Il sentimento di straniamento che si percepisce in alcuni frammenti del libro sembra attenuarsi nel rapporto del protagonista con la comunità colombiana e con la figura della madre, con cui intrattiene una relazione ambivalente, alternando amore e ostilità a causa della sua eccessiva tendenza al controllo. “Quanto più mi avvicinavo a casa di mia madre, tanto più mi sentivo colombiano”, afferma il giovane tra le pagine del romanzo.

La bellezza di Latin Moon a Manhattan non risiede solo nell’originalità dei suoi temi e nel suo contributo alla letteratura LGBTIQ+ latinoamericana, ma anche nell’eccellente padronanza dell’inglese, appreso come seconda lingua.

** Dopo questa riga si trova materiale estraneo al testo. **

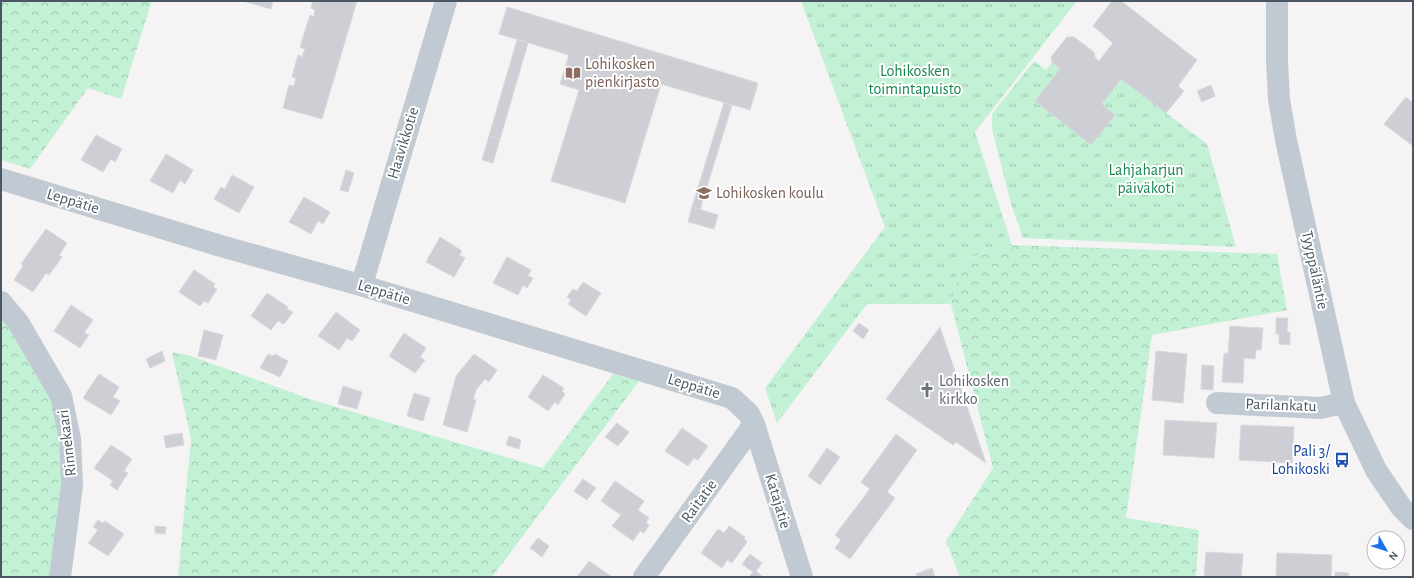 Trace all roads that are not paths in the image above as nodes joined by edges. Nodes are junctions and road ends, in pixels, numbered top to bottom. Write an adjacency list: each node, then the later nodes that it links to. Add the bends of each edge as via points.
1 (446, 1): 4 (street, Haavikkotie)
2 (1277, 1): 7 (street, Tyyppäläntie, via 1279,99)
3 (1, 179): 4 (street, Leppätie)
4 (360, 285): 8 (street, Leppätie, via 732,398 749,414)
5 (1, 302): 10 (street, Rinnekaari, via 18,322 61,396 70,439 72,485)
6 (1217, 403): 7 (street, Parilankatu, via 1320,408)
7 (1344, 404): 9 (street, Tyyppäläntie, via 1376,470 1401,507)
8 (754, 424): 11 (street, Raitatie); 12 (street, Katajatie)
9 (1413, 519)
10 (60, 577)
11 (644, 577)
12 (802, 577) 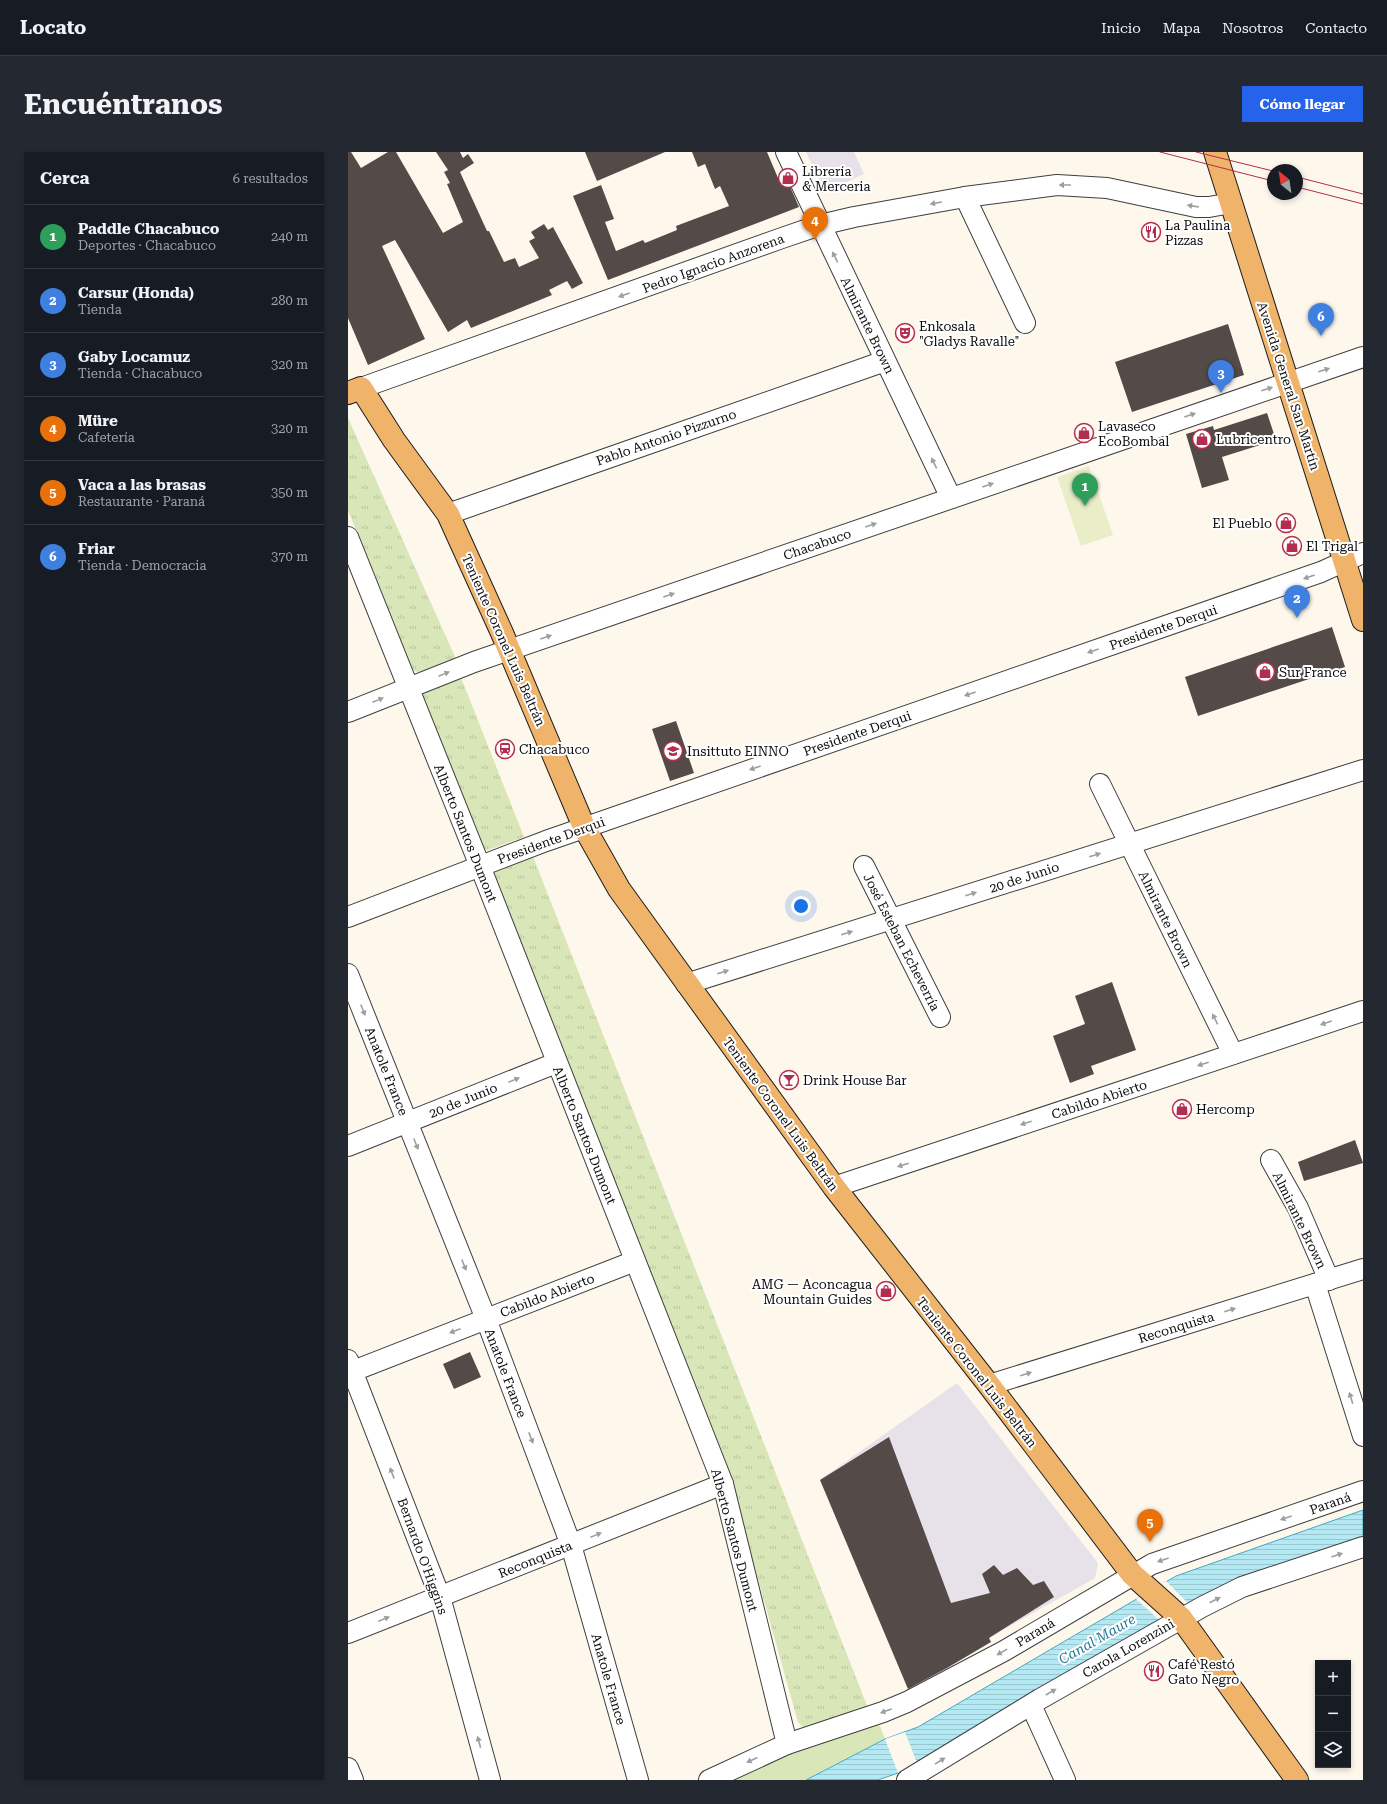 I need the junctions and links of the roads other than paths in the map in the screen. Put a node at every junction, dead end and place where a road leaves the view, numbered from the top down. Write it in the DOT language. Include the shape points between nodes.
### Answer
graph roads {
  1 [pos="786,152"];
  2 [pos="1215,152"];
  3 [pos="965,197"];
  4 [pos="1231,203"];
  5 [pos="820,225"];
  6 [pos="1025,323"];
  7 [pos="1363,357"];
  8 [pos="884,361"];
  9 [pos="1288,382"];
  10 [pos="354,391"];
  11 [pos="951,498"];
  12 [pos="448,514"];
  13 [pos="348,537"];
  14 [pos="1354,558"];
  15 [pos="1363,620"];
  16 [pos="509,650"];
  17 [pos="408,688"];
  18 [pos="348,712"];
  19 [pos="1363,770"];
  20 [pos="1100,784"];
  21 [pos="584,827"];
  22 [pos="1130,844"];
  23 [pos="480,866"];
  24 [pos="864,866"];
  25 [pos="348,917"];
  26 [pos="891,919"];
  27 [pos="348,974"];
  28 [pos="686,984"];
  29 [pos="1363,1011"];
  30 [pos="940,1017"];
  31 [pos="1233,1054"];
  32 [pos="556,1063"];
  33 [pos="408,1122"];
  34 [pos="348,1146"];
  35 [pos="1271,1160"];
  36 [pos="834,1188"];
  37 [pos="635,1260"];
  38 [pos="1363,1269"];
  39 [pos="1322,1282"];
  40 [pos="486,1319"];
  41 [pos="350,1368"];
  42 [pos="989,1385"];
  43 [pos="1363,1436"];
  44 [pos="723,1484"];
  45 [pos="1363,1491"];
  46 [pos="571,1544"];
  47 [pos="1363,1547"];
  48 [pos="1132,1574"];
  49 [pos="440,1597"];
  50 [pos="1177,1615"];
  51 [pos="348,1633"];
  52 [pos="1031,1704"];
  53 [pos="787,1744"];
  54 [pos="348,1768"];
  55 [pos="353,1780"];
  56 [pos="490,1780"];
  57 [pos="638,1780"];
  58 [pos="709,1780"];
  59 [pos="907,1780"];
  60 [pos="1065,1780"];
  61 [pos="1296,1780"];
  1 -- 5 [label="street, Almirante Brown"];
  2 -- 4 [label="main road, Avenida General San Martín"];
  4 -- 3 [label="street, Pedro Ignacio Anzorena, one-way" via="1196,207 1107,188 1074,185"];
  3 -- 5 [label="street, Pedro Ignacio Anzorena, one-way"];
  3 -- 6 [label="street"];
  4 -- 9 [label="main road, Avenida General San Martín"];
  8 -- 5 [label="street, Almirante Brown, one-way"];
  5 -- 10 [label="street, Pedro Ignacio Anzorena, one-way"];
  9 -- 7 [label="street, Chacabuco, one-way"];
  11 -- 8 [label="street, Almirante Brown, one-way"];
  8 -- 12 [label="street, Pablo Antonio Pizzurno"];
  11 -- 9 [label="street, Chacabuco, one-way"];
  9 -- 14 [label="main road, Avenida General San Martín"];
  10 -- 12 [label="main road, Teniente Coronel Luis Beltrán" via="394,440"];
  16 -- 11 [label="street, Chacabuco, one-way"];
  12 -- 16 [label="main road, Teniente Coronel Luis Beltrán"];
  13 -- 17 [label="street, Alberto Santos Dumont"];
  14 -- 15 [label="main road, Avenida General San Martín"];
  14 -- 21 [label="street, Presidente Derqui, one-way" via="1321,572"];
  17 -- 16 [label="street, Chacabuco, one-way"];
  16 -- 21 [label="main road, Teniente Coronel Luis Beltrán"];
  18 -- 17 [label="street, Chacabuco, one-way"];
  17 -- 23 [label="street, Alberto Santos Dumont"];
  19 -- 22 [label="street, 20 de Junio"];
  20 -- 22 [label="street, Almirante Brown"];
  21 -- 23 [label="street, Presidente Derqui"];
  21 -- 28 [label="main road, Teniente Coronel Luis Beltrán" via="619,889"];
  26 -- 22 [label="street, 20 de Junio, one-way"];
  31 -- 22 [label="street, Almirante Brown, one-way"];
  23 -- 25 [label="street, Presidente Derqui"];
  23 -- 32 [label="street, Alberto Santos Dumont"];
  24 -- 26 [label="street, José Esteban Echeverría"];
  28 -- 26 [label="street, 20 de Junio, one-way"];
  26 -- 30 [label="street, José Esteban Echeverría"];
  27 -- 33 [label="street, Anatole France, one-way"];
  28 -- 36 [label="main road, Teniente Coronel Luis Beltrán"];
  29 -- 31 [label="street, Cabildo Abierto, one-way"];
  31 -- 36 [label="street, Cabildo Abierto, one-way"];
  33 -- 32 [label="street, 20 de Junio, one-way"];
  32 -- 37 [label="street, Alberto Santos Dumont"];
  33 -- 34 [label="street, 20 de Junio"];
  33 -- 40 [label="street, Anatole France, one-way"];
  35 -- 39 [label="street, Almirante Brown" via="1301,1215"];
  36 -- 42 [label="main road, Teniente Coronel Luis Beltrán"];
  37 -- 40 [label="street, Cabildo Abierto"];
  37 -- 44 [label="street, Alberto Santos Dumont"];
  38 -- 39 [label="street, Reconquista"];
  42 -- 39 [label="street, Reconquista, one-way"];
  43 -- 39 [label="street, Almirante Brown, one-way"];
  40 -- 41 [label="street, Cabildo Abierto, one-way"];
  40 -- 46 [label="street, Anatole France, one-way"];
  49 -- 41 [label="street, Bernardo O'Higgins, one-way"];
  42 -- 48 [label="main road, Teniente Coronel Luis Beltrán"];
  46 -- 44 [label="street, Reconquista, one-way"];
  44 -- 53 [label="street, Alberto Santos Dumont"];
  45 -- 48 [label="street, Paraná, one-way" via="1152,1564"];
  46 -- 49 [label="street, Reconquista"];
  46 -- 57 [label="street, Anatole France"];
  50 -- 47 [label="street, Carola Lorenzini, one-way" via="1242,1587"];
  48 -- 50 [label="main road, Teniente Coronel Luis Beltrán"];
  48 -- 53 [label="street, Paraná, one-way" via="1004,1651 907,1702"];
  51 -- 49 [label="street, Reconquista, one-way"];
  56 -- 49 [label="street, Bernardo O'Higgins, one-way"];
  52 -- 50 [label="street, Carola Lorenzini, one-way"];
  50 -- 61 [label="main road, Teniente Coronel Luis Beltrán"];
  59 -- 52 [label="street, Carola Lorenzini, one-way"];
  52 -- 60 [label="street"];
  53 -- 58 [label="street, Paraná, one-way"];
  54 -- 55 [label="street"];
}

La lingua può essere un mezzo politico e un ponte culturale che permette alle comunità di origine latinoamericana di esprimere pienamente tutta la complessità di un’identità liminale, “in between”, come suggeriva lo studioso Homi Bhabha.

Manrique è stato talvolta ingiustamente accusato di aver “tradito” la propria cultura pubblicando gran parte della sua opera in inglese. La comunità messicana lo chiamerebbe un pocho3. A tal proposito, Gloria Anzaldúa si domandava quale risorsa restasse alle persone che non possono identificarsi completamente né con lo spagnolo né con l’inglese standard, se non creare una lingua propria. Le opere letterarie di Jaime Manrique cercano un equilibrio fra lingua delle radici, lingua elettiva e lingua del desiderio, che si alternano nei suoi testi – in alcuni casi, come Eminent Maricones4, sin dal titolo:

“Ho scelto un titolo bilingue perché riassume quello che sono: uno scrittore bilingue e biculturale – e l’ho scelto per il valore escludente che acquisiscono queste due parole messe insieme”.

L’opera di Jaime Manrique continua ad essere un riferimento prezioso per le persone LGBTIQ+, le donne colombiane e i migranti biculturali che devono affermare quotidianamente entrambe le identità in una società non sempre ricettiva alle loro istanze.

 

Massi Carta
©2023 Il Grande Colibrì
immagine: elaborazione da copertina di Luna Latina en Manhattan di J. Manrique / Seix Barral

 

  1. Termine con cui i latinoamericani si riferiscono agli statunitensi. Può avere un valore dispregiativo
  2. Traduzione non ufficiale
  3. Espressione usata per i messicani che non riescono a parlare fluidamente lo spagnolo.